Smith Micro's smallish size, rock-solid balance sheet, and exposure to exciting sources of growth continue to support its five-star CAPS status. In fact, Smith Micro's compound revenue growth over the past five years (55.5%) easily tops that of behemoth rivals Microsoft (9.4%) and Cisco (10.1%), as well as other high-profile cloud-computing plays like IBM (NYSE: IBM  ) (0.2%) and Google (Nasdaq: GOOG  ) (42.4%). More importantly, with a PEG of just 0.7 -- representing a discount to each of those same stocks -- Smith Micro's future growth seems reasonably priced.

Last month, CAPS member CraigMiles seemed baffled over Smith Micro's cheapish valuation:

I can find no reason for it. [Smith Micro] has ...
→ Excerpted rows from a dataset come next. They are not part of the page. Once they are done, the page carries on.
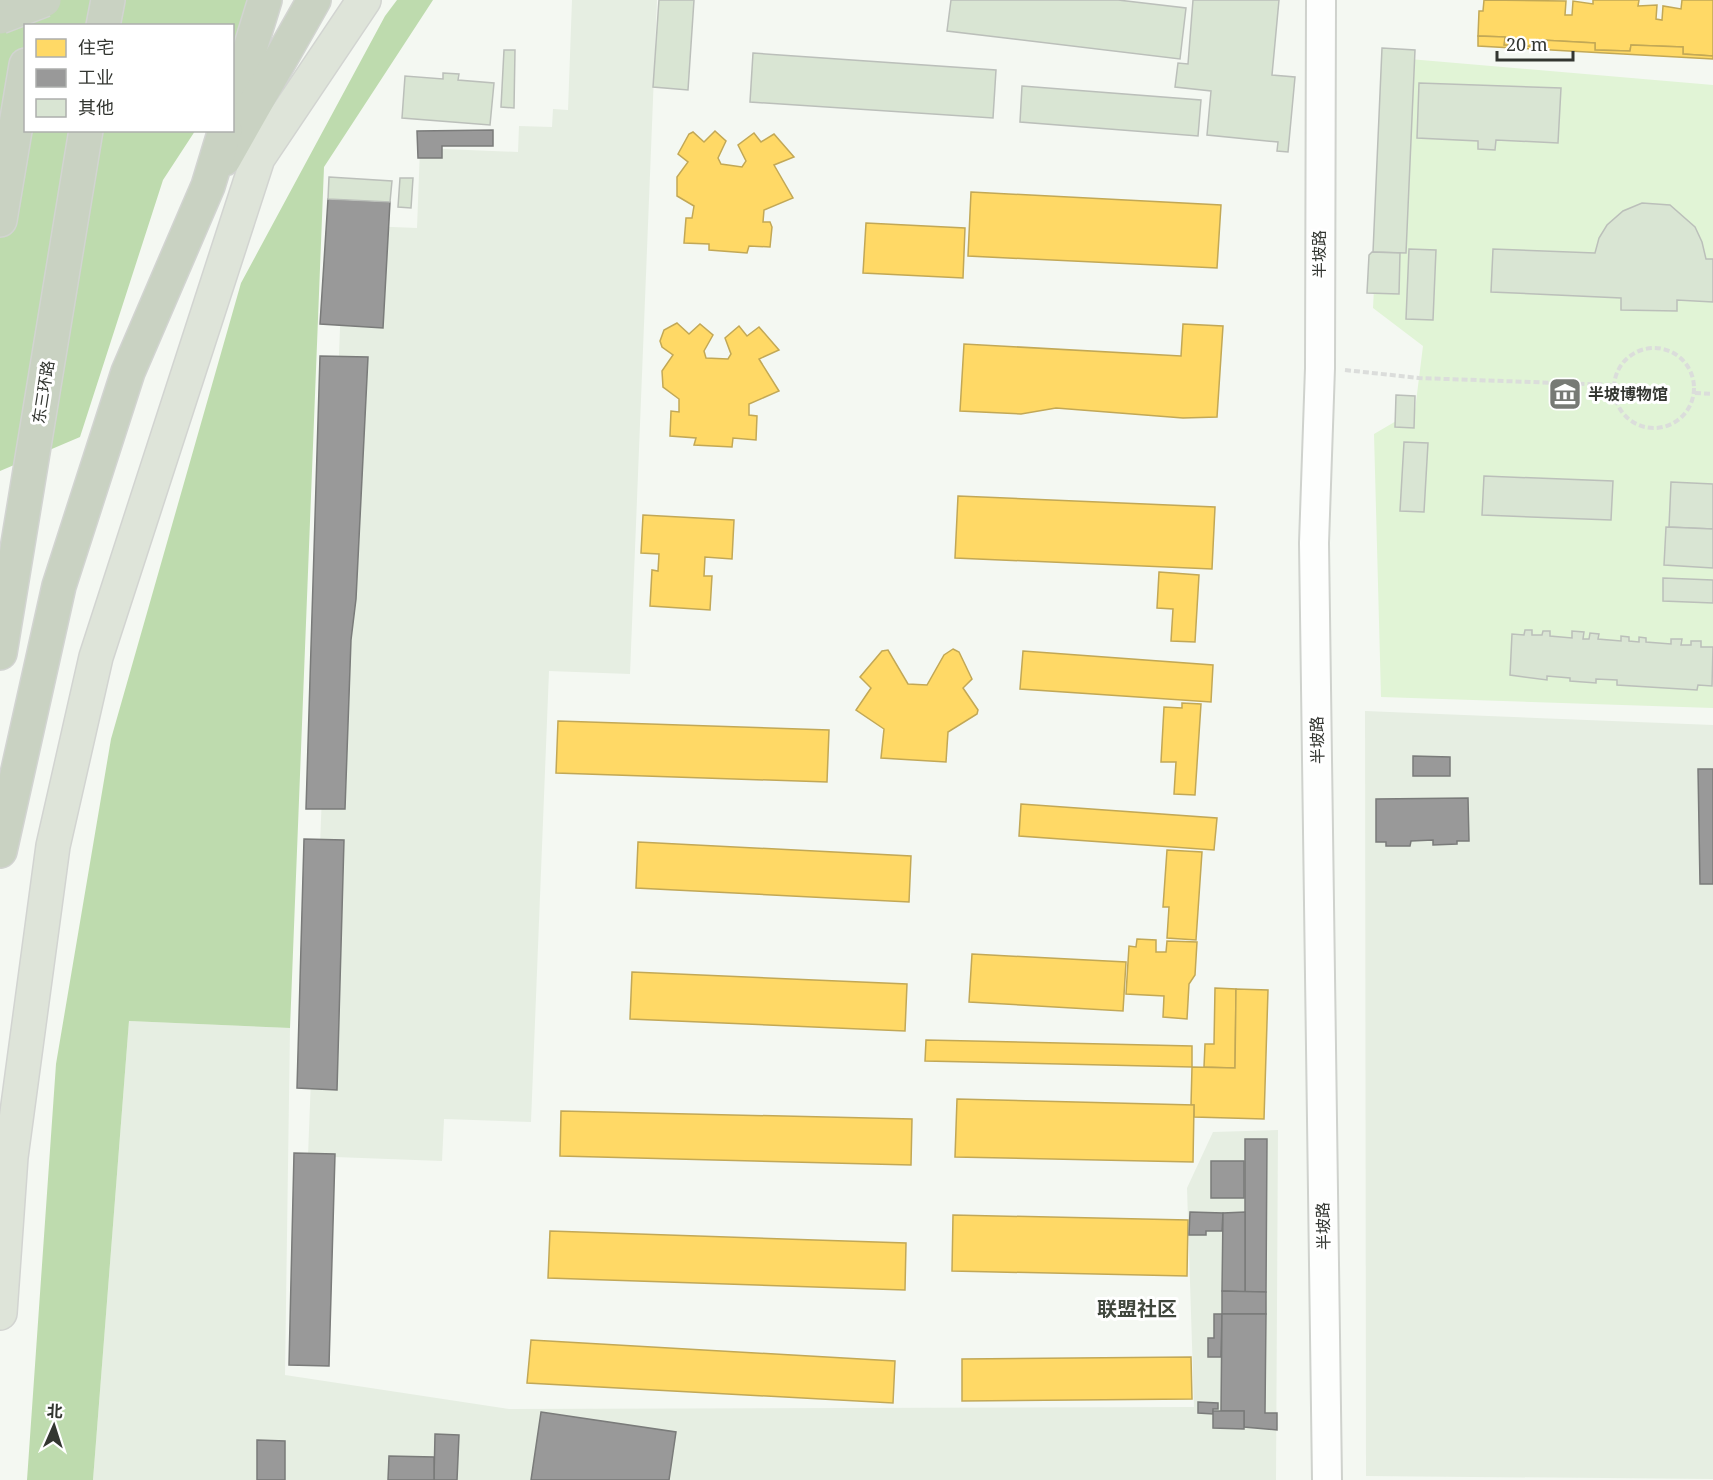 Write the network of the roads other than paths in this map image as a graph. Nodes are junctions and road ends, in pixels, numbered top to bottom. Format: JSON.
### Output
{"nodes":[{"id":1,"x":3,"y":0,"type":"edge"},
{"id":2,"x":36,"y":0,"type":"edge"},
{"id":3,"x":44,"y":0,"type":"edge"},
{"id":4,"x":108,"y":0,"type":"edge"},
{"id":5,"x":265,"y":0,"type":"edge"},
{"id":6,"x":314,"y":0,"type":"edge"},
{"id":7,"x":364,"y":0,"type":"edge"},
{"id":8,"x":1321,"y":0,"type":"edge"},
{"id":9,"x":0,"y":18,"type":"edge"},
{"id":10,"x":32,"y":24,"type":"edge"},
{"id":11,"x":103,"y":24,"type":"edge"},
{"id":12,"x":24,"y":77,"type":"edge"},
{"id":13,"x":234,"y":101,"type":"edge"},
{"id":14,"x":86,"y":132,"type":"edge"},
{"id":15,"x":224,"y":132,"type":"edge"},
{"id":16,"x":208,"y":186,"type":"junction"},
{"id":17,"x":0,"y":220,"type":"edge"},
{"id":18,"x":0,"y":653,"type":"edge"},
{"id":19,"x":0,"y":851,"type":"edge"},
{"id":20,"x":0,"y":1313,"type":"edge"},
{"id":21,"x":1327,"y":1480,"type":"edge"}],
"edges":[{"from":1,"to":9,"type":"highway"},
{"from":2,"to":10,"type":"highway"},
{"from":3,"to":9,"type":"highway","bridge":true},
{"from":4,"to":11,"type":"highway"},
{"from":5,"to":13,"type":"highway"},
{"from":6,"to":16,"type":"highway"},
{"from":7,"to":20,"type":"main road"},
{"from":8,"to":21,"type":"street","name":"半坡路"},
{"from":12,"to":17,"type":"highway"},
{"from":14,"to":18,"type":"highway","name":"东三环路"},
{"from":15,"to":16,"type":"highway"},
{"from":16,"to":19,"type":"highway"}]}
1) Cash Flow and growth to be valued at $10 per share with an 11% discount rate.
(I can't imagine a software company having a high weighted average cost of capital)
2) No debt
3) [19%] insider ownership
4) Revenue is still growing per year
5) [Free cash flow] is growing per year

What's the big deal?!

What do you think about Smith Micro, or any other stock for that matter? If you want to retire rich, you need to put together the best portfolio you can. Owning exceptional stocks is a surefire way to secure your financial future, and on Motley Fool CAPS, thousands of investors are working every day to find them. CAPS is 100% free, so get started!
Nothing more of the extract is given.